----- Data under study

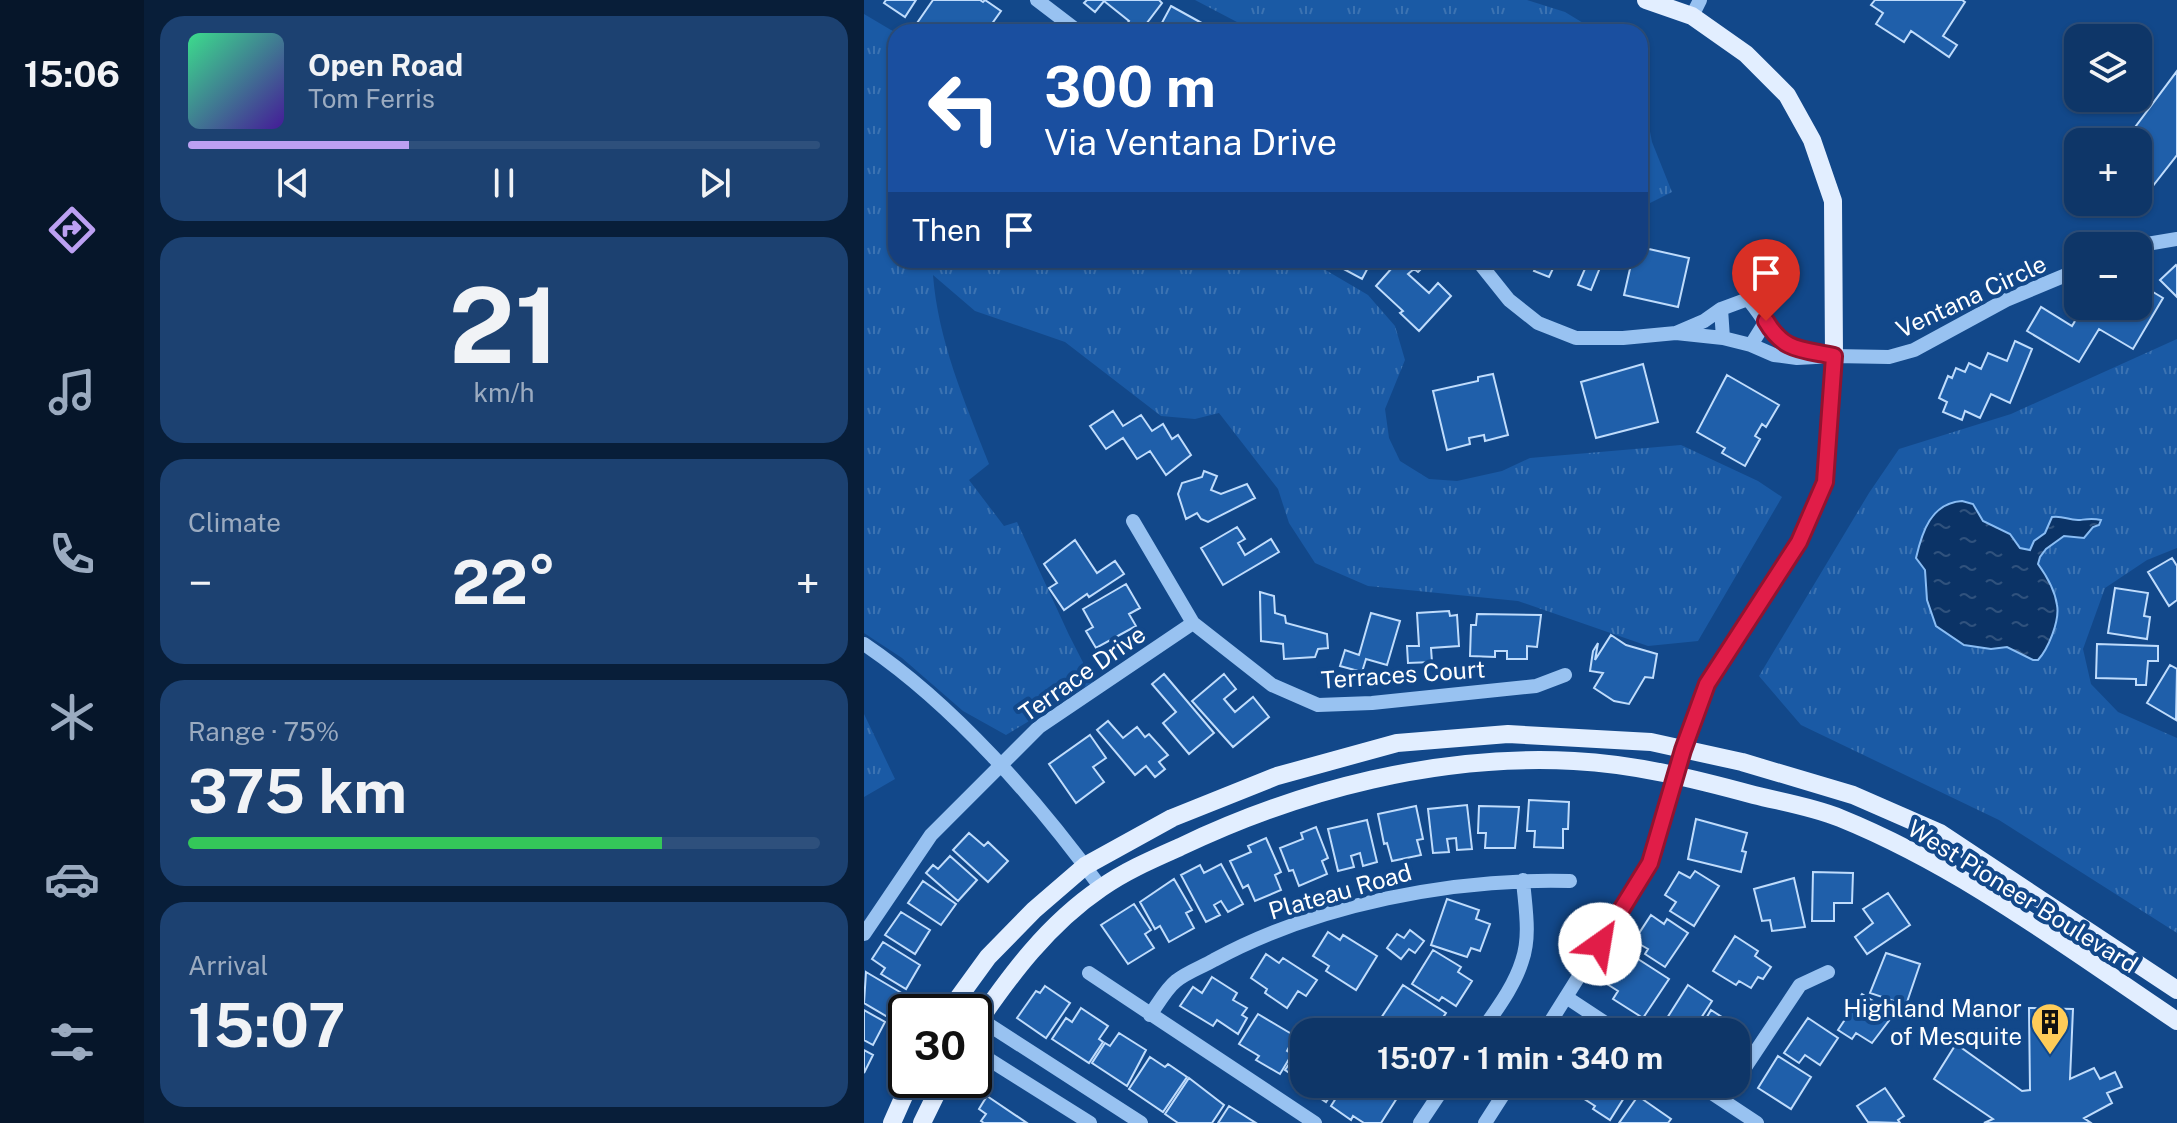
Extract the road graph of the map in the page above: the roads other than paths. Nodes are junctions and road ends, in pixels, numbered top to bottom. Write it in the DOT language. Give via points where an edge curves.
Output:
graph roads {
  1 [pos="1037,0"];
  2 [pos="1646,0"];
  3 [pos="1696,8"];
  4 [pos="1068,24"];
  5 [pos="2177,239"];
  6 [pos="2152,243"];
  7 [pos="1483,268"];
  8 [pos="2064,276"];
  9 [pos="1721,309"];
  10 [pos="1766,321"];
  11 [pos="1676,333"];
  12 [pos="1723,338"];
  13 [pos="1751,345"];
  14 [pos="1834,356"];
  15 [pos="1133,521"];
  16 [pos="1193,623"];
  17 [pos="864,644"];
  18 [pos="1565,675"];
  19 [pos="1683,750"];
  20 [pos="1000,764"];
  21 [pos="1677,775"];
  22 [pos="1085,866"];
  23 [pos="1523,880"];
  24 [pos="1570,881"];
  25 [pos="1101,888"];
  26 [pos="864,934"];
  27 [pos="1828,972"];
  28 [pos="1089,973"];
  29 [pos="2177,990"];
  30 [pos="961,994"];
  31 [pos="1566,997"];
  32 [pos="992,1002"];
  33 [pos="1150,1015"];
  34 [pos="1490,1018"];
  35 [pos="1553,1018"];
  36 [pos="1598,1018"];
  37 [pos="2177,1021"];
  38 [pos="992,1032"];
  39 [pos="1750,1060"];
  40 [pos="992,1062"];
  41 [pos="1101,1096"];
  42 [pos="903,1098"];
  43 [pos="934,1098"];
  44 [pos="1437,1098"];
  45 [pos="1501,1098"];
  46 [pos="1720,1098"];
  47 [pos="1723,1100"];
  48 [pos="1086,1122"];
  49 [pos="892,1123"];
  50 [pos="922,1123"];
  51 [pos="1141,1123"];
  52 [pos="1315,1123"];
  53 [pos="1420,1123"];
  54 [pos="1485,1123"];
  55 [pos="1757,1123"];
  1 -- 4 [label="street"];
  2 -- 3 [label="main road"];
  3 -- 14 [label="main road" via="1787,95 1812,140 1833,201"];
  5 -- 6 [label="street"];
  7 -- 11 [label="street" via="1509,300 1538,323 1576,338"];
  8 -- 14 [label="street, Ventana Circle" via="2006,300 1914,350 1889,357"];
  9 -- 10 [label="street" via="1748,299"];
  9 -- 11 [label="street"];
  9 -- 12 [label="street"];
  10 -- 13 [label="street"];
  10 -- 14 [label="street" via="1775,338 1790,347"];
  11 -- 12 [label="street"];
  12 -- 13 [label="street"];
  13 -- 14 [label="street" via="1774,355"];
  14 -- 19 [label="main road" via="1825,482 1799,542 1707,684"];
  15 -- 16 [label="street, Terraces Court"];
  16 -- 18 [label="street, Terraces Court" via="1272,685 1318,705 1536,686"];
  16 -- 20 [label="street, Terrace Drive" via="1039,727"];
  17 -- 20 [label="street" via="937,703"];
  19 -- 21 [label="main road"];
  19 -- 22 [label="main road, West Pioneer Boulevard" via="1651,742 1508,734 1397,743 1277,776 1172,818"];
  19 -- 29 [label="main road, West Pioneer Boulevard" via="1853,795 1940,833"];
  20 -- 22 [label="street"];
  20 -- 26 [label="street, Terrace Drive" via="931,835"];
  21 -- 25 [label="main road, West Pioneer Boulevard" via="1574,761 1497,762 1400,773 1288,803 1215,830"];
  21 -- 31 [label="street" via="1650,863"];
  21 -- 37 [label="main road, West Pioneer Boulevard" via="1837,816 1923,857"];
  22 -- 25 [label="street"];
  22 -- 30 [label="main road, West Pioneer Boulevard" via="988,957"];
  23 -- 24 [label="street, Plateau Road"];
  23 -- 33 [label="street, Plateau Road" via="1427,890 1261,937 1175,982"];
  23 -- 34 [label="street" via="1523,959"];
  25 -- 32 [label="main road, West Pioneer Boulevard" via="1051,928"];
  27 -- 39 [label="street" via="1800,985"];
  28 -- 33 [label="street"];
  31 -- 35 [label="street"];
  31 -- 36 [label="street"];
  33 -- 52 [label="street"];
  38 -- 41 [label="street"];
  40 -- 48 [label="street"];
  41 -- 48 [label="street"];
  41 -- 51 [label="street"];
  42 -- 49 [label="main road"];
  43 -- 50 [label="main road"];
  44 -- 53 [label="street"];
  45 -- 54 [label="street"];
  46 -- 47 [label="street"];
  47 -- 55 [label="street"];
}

----------

The entries are to be printed exactly as written; the pictures are to be left out.

**Solution to this exercise:**
Extract the road graph of the map in the page above: the roads other than paths. Nodes are junctions and road ends, in pixels, numbered top to bottom. Write it in the DOT language. Give via points where an edge curves.
Output:
graph roads {
  1 [pos="1037,0"];
  2 [pos="1646,0"];
  3 [pos="1696,8"];
  4 [pos="1068,24"];
  5 [pos="2177,239"];
  6 [pos="2152,243"];
  7 [pos="1483,268"];
  8 [pos="2064,276"];
  9 [pos="1721,309"];
  10 [pos="1766,321"];
  11 [pos="1676,333"];
  12 [pos="1723,338"];
  13 [pos="1751,345"];
  14 [pos="1834,356"];
  15 [pos="1133,521"];
  16 [pos="1193,623"];
  17 [pos="864,644"];
  18 [pos="1565,675"];
  19 [pos="1683,750"];
  20 [pos="1000,764"];
  21 [pos="1677,775"];
  22 [pos="1085,866"];
  23 [pos="1523,880"];
  24 [pos="1570,881"];
  25 [pos="1101,888"];
  26 [pos="864,934"];
  27 [pos="1828,972"];
  28 [pos="1089,973"];
  29 [pos="2177,990"];
  30 [pos="961,994"];
  31 [pos="1566,997"];
  32 [pos="992,1002"];
  33 [pos="1150,1015"];
  34 [pos="1490,1018"];
  35 [pos="1553,1018"];
  36 [pos="1598,1018"];
  37 [pos="2177,1021"];
  38 [pos="992,1032"];
  39 [pos="1750,1060"];
  40 [pos="992,1062"];
  41 [pos="1101,1096"];
  42 [pos="903,1098"];
  43 [pos="934,1098"];
  44 [pos="1437,1098"];
  45 [pos="1501,1098"];
  46 [pos="1720,1098"];
  47 [pos="1723,1100"];
  48 [pos="1086,1122"];
  49 [pos="892,1123"];
  50 [pos="922,1123"];
  51 [pos="1141,1123"];
  52 [pos="1315,1123"];
  53 [pos="1420,1123"];
  54 [pos="1485,1123"];
  55 [pos="1757,1123"];
  1 -- 4 [label="street"];
  2 -- 3 [label="main road"];
  3 -- 14 [label="main road" via="1787,95 1812,140 1833,201"];
  5 -- 6 [label="street"];
  7 -- 11 [label="street" via="1509,300 1538,323 1576,338"];
  8 -- 14 [label="street, Ventana Circle" via="2006,300 1914,350 1889,357"];
  9 -- 10 [label="street" via="1748,299"];
  9 -- 11 [label="street"];
  9 -- 12 [label="street"];
  10 -- 13 [label="street"];
  10 -- 14 [label="street" via="1775,338 1790,347"];
  11 -- 12 [label="street"];
  12 -- 13 [label="street"];
  13 -- 14 [label="street" via="1774,355"];
  14 -- 19 [label="main road" via="1825,482 1799,542 1707,684"];
  15 -- 16 [label="street, Terraces Court"];
  16 -- 18 [label="street, Terraces Court" via="1272,685 1318,705 1536,686"];
  16 -- 20 [label="street, Terrace Drive" via="1039,727"];
  17 -- 20 [label="street" via="937,703"];
  19 -- 21 [label="main road"];
  19 -- 22 [label="main road, West Pioneer Boulevard" via="1651,742 1508,734 1397,743 1277,776 1172,818"];
  19 -- 29 [label="main road, West Pioneer Boulevard" via="1853,795 1940,833"];
  20 -- 22 [label="street"];
  20 -- 26 [label="street, Terrace Drive" via="931,835"];
  21 -- 25 [label="main road, West Pioneer Boulevard" via="1574,761 1497,762 1400,773 1288,803 1215,830"];
  21 -- 31 [label="street" via="1650,863"];
  21 -- 37 [label="main road, West Pioneer Boulevard" via="1837,816 1923,857"];
  22 -- 25 [label="street"];
  22 -- 30 [label="main road, West Pioneer Boulevard" via="988,957"];
  23 -- 24 [label="street, Plateau Road"];
  23 -- 33 [label="street, Plateau Road" via="1427,890 1261,937 1175,982"];
  23 -- 34 [label="street" via="1523,959"];
  25 -- 32 [label="main road, West Pioneer Boulevard" via="1051,928"];
  27 -- 39 [label="street" via="1800,985"];
  28 -- 33 [label="street"];
  31 -- 35 [label="street"];
  31 -- 36 [label="street"];
  33 -- 52 [label="street"];
  38 -- 41 [label="street"];
  40 -- 48 [label="street"];
  41 -- 48 [label="street"];
  41 -- 51 [label="street"];
  42 -- 49 [label="main road"];
  43 -- 50 [label="main road"];
  44 -- 53 [label="street"];
  45 -- 54 [label="street"];
  46 -- 47 [label="street"];
  47 -- 55 [label="street"];
}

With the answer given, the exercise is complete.